Shaking his head vigorously, Mr. Giant, with a voice teeming with impatience and a tinge of anger, said, “An accountant is not in a position to influence human resource decisions. Neither Lydia nor I can do it”.

As if to emphasize that there is no hope for me in that place, he rapped further, “The volunteers recruited will start work next week. They are concluding their training in...”  

“Thank you, goodbye,” I cut in and got up to leave.

“G! G!” a male called out when I was about to step out the door. Finally someone knows me in this place! It was Ian. We were course mates at university. He was running towards me from the washroom side, his wet hands emitting a fragrance that must have been Aloe Vera hand wash.

“You look good! Where have you been hiding?”

“Oh Ian, I’m still jobless,” I said, trying to keep my voice even.

“But you’re sharp G. How come you’re still doing nothing?”

Noticing the irritation on my face, he slowed down. “Anyway, sometimes you need someone to push you somewhere,” he said.

“Do you have something permanent here?” I inquired.

“Not really, volunteering. Work starts next week,” he responded.

“How did you get the deal?”

“My uncle stood for me. He’s the accountant here.”

“The tall fat guy?” I asked.

“Yes!”

Ian suddenly held my hand, pulled me back towards the reception area, saying I should go say hello to his uncle. I said no, and didn’t bother to tell him my earlier encounter with his uncle. How would Mr. Giant react if he saw me with Ian, knowing well what he told me minutes earlier?

Plus, with Ian, anything was possible because he talked too much and asked a billion questions. By the time you are half way with an answer, he would have asked three more questions. I told him I was in a hurry.

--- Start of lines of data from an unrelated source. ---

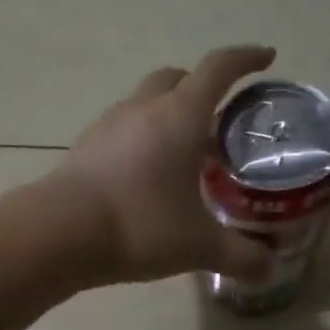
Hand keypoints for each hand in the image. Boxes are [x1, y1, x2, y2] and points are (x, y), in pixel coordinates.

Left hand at [49, 45, 278, 285]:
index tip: (265, 58)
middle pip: (176, 78)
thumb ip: (239, 257)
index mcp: (181, 116)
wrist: (60, 233)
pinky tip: (145, 173)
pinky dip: (141, 138)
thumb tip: (269, 270)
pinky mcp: (85, 148)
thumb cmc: (140, 226)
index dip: (245, 59)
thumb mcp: (198, 246)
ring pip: (145, 102)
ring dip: (167, 114)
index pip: (218, 69)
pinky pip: (121, 129)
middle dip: (201, 87)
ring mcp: (108, 125)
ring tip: (183, 150)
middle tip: (219, 116)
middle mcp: (144, 109)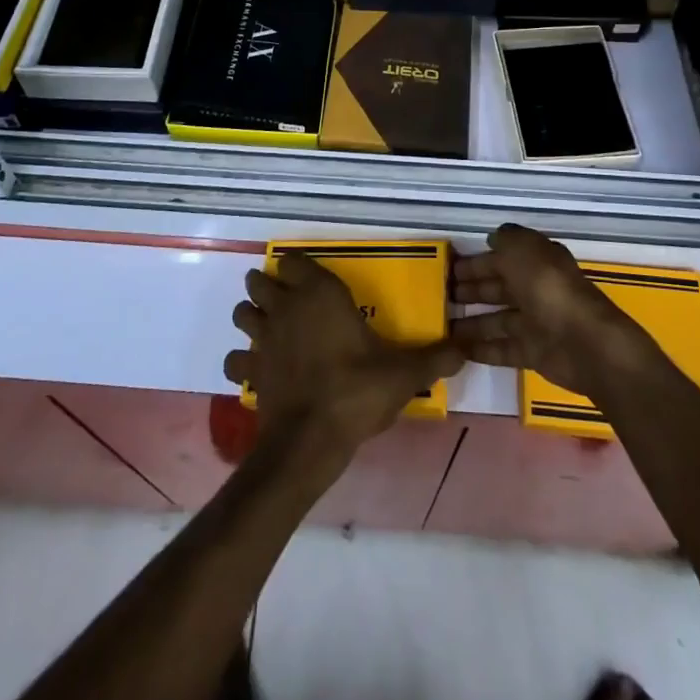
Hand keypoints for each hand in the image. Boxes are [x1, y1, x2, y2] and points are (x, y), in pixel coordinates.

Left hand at [224, 253, 462, 467]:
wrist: (310, 439)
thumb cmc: (356, 391)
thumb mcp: (403, 374)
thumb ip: (433, 358)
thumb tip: (464, 348)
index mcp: (319, 294)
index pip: (294, 261)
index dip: (296, 265)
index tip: (307, 274)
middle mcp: (285, 307)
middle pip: (259, 282)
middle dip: (266, 285)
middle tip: (285, 298)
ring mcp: (262, 338)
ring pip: (241, 313)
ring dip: (250, 316)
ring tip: (268, 327)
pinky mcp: (249, 371)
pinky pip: (235, 358)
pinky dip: (241, 360)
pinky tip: (256, 370)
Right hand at [451, 225, 657, 397]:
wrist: (584, 342)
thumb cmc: (549, 288)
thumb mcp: (524, 250)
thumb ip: (506, 239)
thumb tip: (493, 238)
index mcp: (536, 261)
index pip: (501, 258)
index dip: (475, 262)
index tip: (448, 269)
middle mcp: (536, 289)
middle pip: (498, 288)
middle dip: (471, 290)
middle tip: (440, 297)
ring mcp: (536, 322)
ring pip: (497, 319)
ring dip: (471, 321)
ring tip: (442, 325)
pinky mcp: (534, 353)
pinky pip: (502, 348)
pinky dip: (482, 348)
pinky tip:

Ian looked genuinely happy to see me but my happiness to see him lasted only a while. I had to mask my jealousy well so that he wouldn’t notice it.  Ian was a very jolly and helpful young man. But he was very dull too, perhaps the reason he asked so many questions. He was always the last to understand anything in class. Each time he sought to participate during lectures, the class burst out in laughter before he uttered a word. We all knew his bizarre points of view.

But when he graduated with a CGPA of 3.78, we were all surprised. It must have been luck; but his character could have worked in his favour too. He never ignored anyone in need. Word had it that he washed utensils for his sick roommates and one day he missed a test because he was taking care of his roommate’s mother! Where was the roommate? He was too drunk to take care of his mother on a Wednesday.

It was such kindness that took Ian places. Students revised his course works before submission, some even sat tests for him. How this happened under the watchful eyes of the lecturers, no one in our class could explain.

And there I was, supposedly brilliant but without a job, money, genuine friends or connections. I said goodbye to Ian, my head heavy with thought, my heart bleeding for my future, and my dusty feet aching.